-- Work item --
Your answer should be the exact lines of the records, starting with the one containing "card(249, 614, 1729, 72, 7, SK_ColorWHITE);" and running to the end.

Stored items
■ ■ ■ ■ ■ ■ ■

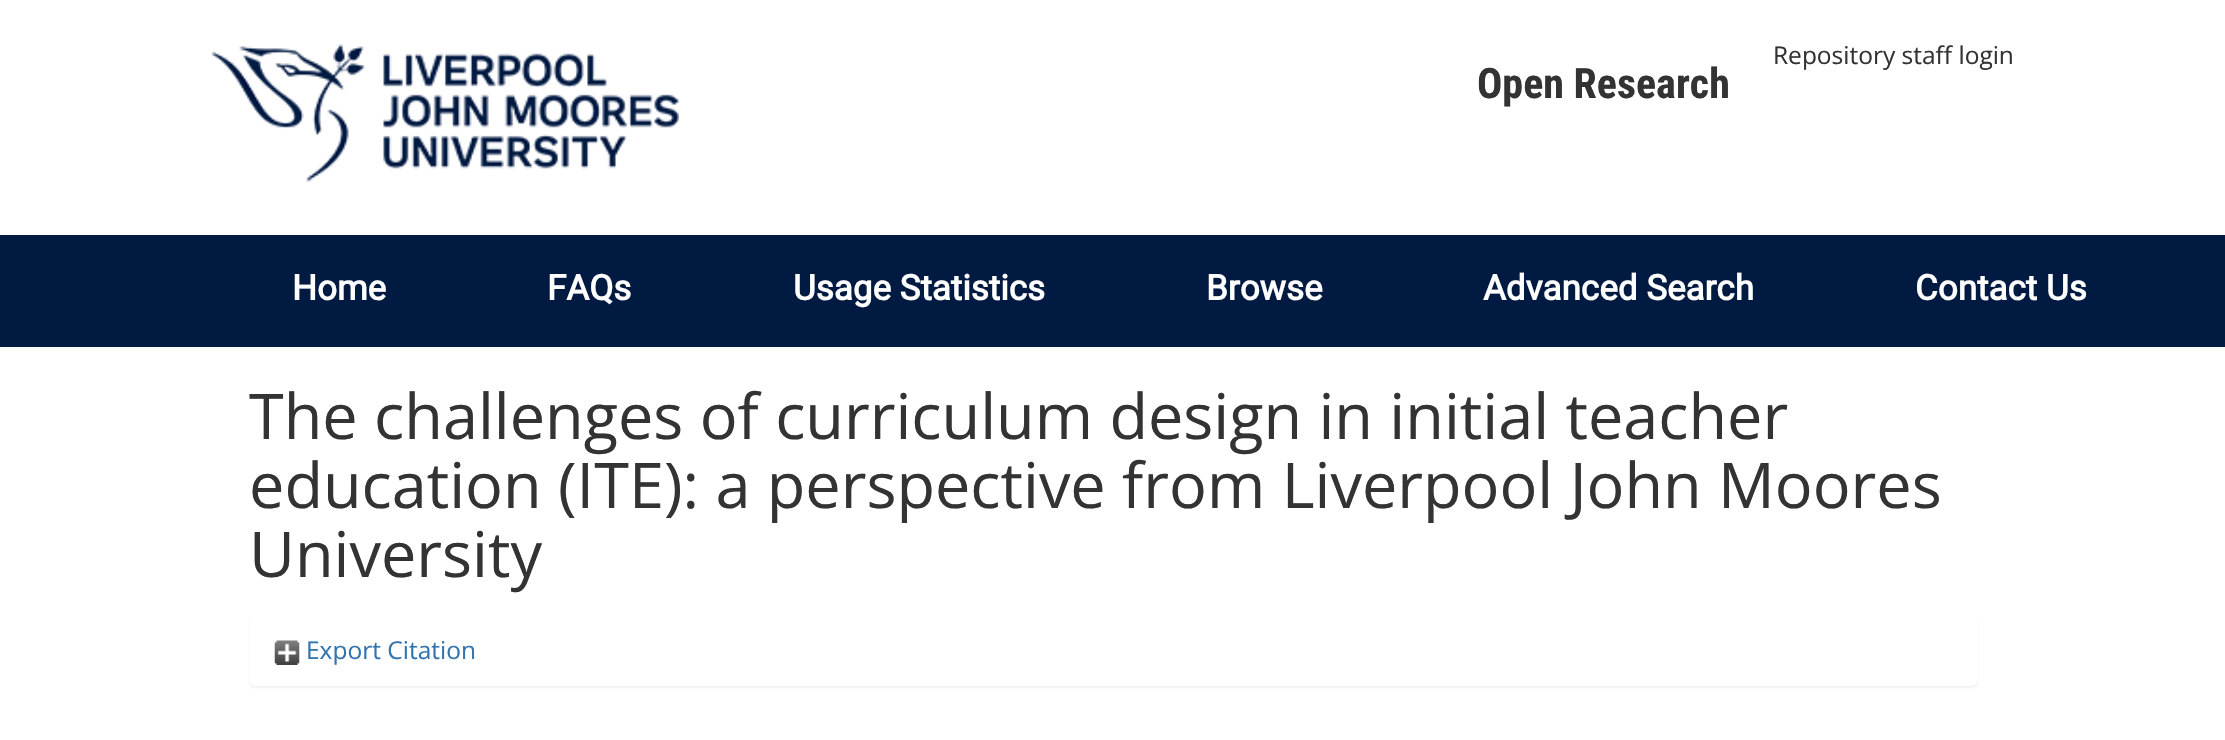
void draw(SkCanvas* canvas) {
    SkPaint paint;
    paint.setAntiAlias(true);
    auto face = [&](const char* family, int weight, float size, bool italic = false) {
        SkFontStyle style(weight, SkFontStyle::kNormal_Width,
            italic ? SkFontStyle::kItalic_Slant : SkFontStyle::kUpright_Slant);
        SkFont result(fontMgr->matchFamilyStyle(family, style), size);
        result.setSubpixel(true);
        return result;
    };
    auto write = [&](const char* s, float x, float y, const SkFont& font, SkColor color) {
        SkPaint ink(SkColor4f::FromColor(color));
        ink.setAntiAlias(true);
        canvas->drawString(s, x, y, font, ink);
    };
    auto block = [&](float x, float y, float w, float h, SkColor color) {
        SkPaint ink(SkColor4f::FromColor(color));
        ink.setAntiAlias(true);
        canvas->drawRect(SkRect::MakeXYWH(x, y, w, h), ink);
    };
    auto card = [&](float x, float y, float w, float h, float radius, SkColor color) {
        SkPaint ink(SkColor4f::FromColor(color));
        ink.setAntiAlias(true);
        canvas->drawRoundRect(SkRect::MakeXYWH(x, y, w, h), radius, radius, ink);
    };
    auto paste = [&](const char* path, float x, float y, float w, float h) {
        auto image = SkImages::DeferredFromEncodedData(SkData::MakeFromFileName(path));
        canvas->drawImageRect(image, SkRect::MakeXYWH(x, y, w, h), SkSamplingOptions());
    };
    canvas->clear(SK_ColorWHITE);
    paste("pic1.png", 211, 44, 468, 138);
    auto kFont1 = face("Open Sans", 400, 24.5f);
    write("Repository staff login", 1773, 64, kFont1, SkColorSetRGB(51, 51, 51));
    auto kFont2 = face("Roboto Condensed", 700, 42);
    write("Open Research", 1477, 98, kFont2, SkColorSetRGB(51, 51, 51));
    block(0, 235, 2225, 112, SkColorSetRGB(1, 26, 66));
    auto kFont3 = face("Roboto", 700, 35);
    write("Home", 292, 300, kFont3, SK_ColorWHITE);
    write("FAQs", 547, 300, kFont3, SK_ColorWHITE);
    write("Usage Statistics", 793, 300, kFont3, SK_ColorWHITE);
    write("Browse", 1206, 300, kFont3, SK_ColorWHITE);
    write("Advanced Search", 1483, 300, kFont3, SK_ColorWHITE);
    write("Contact Us", 1915, 300, kFont3, SK_ColorWHITE);
    auto kFont4 = face("Open Sans", 400, 63);
    write("The challenges of curriculum design in initial teacher", 249, 439, kFont4, SkColorSetRGB(51, 51, 51));
    write("education (ITE): a perspective from Liverpool John Moores", 249, 508, kFont4, SkColorSetRGB(51, 51, 51));
    write("University", 249, 577, kFont4, SkColorSetRGB(51, 51, 51));
    paint.setColor(SkColorSetARGB(13, 0, 0, 0));
    paint.setMaskFilter(SkMaskFilter::MakeBlur(kNormal_SkBlurStyle, 1));
    canvas->drawRoundRect(SkRect::MakeXYWH(249, 616, 1729, 72), 7, 7, paint);
    paint.setMaskFilter(nullptr);
    card(249, 614, 1729, 72, 7, SK_ColorWHITE);
    paste("pic2.png", 274, 640, 26, 25);
    write("Export Citation", 306, 659, kFont1, SkColorSetRGB(49, 116, 175));
}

■ ■ ■ ■ ■ ■ ■

-- Task output --
    card(249, 614, 1729, 72, 7, SK_ColorWHITE);
    paste("pic2.png", 274, 640, 26, 25);
    write("Export Citation", 306, 659, kFont1, SkColorSetRGB(49, 116, 175));
}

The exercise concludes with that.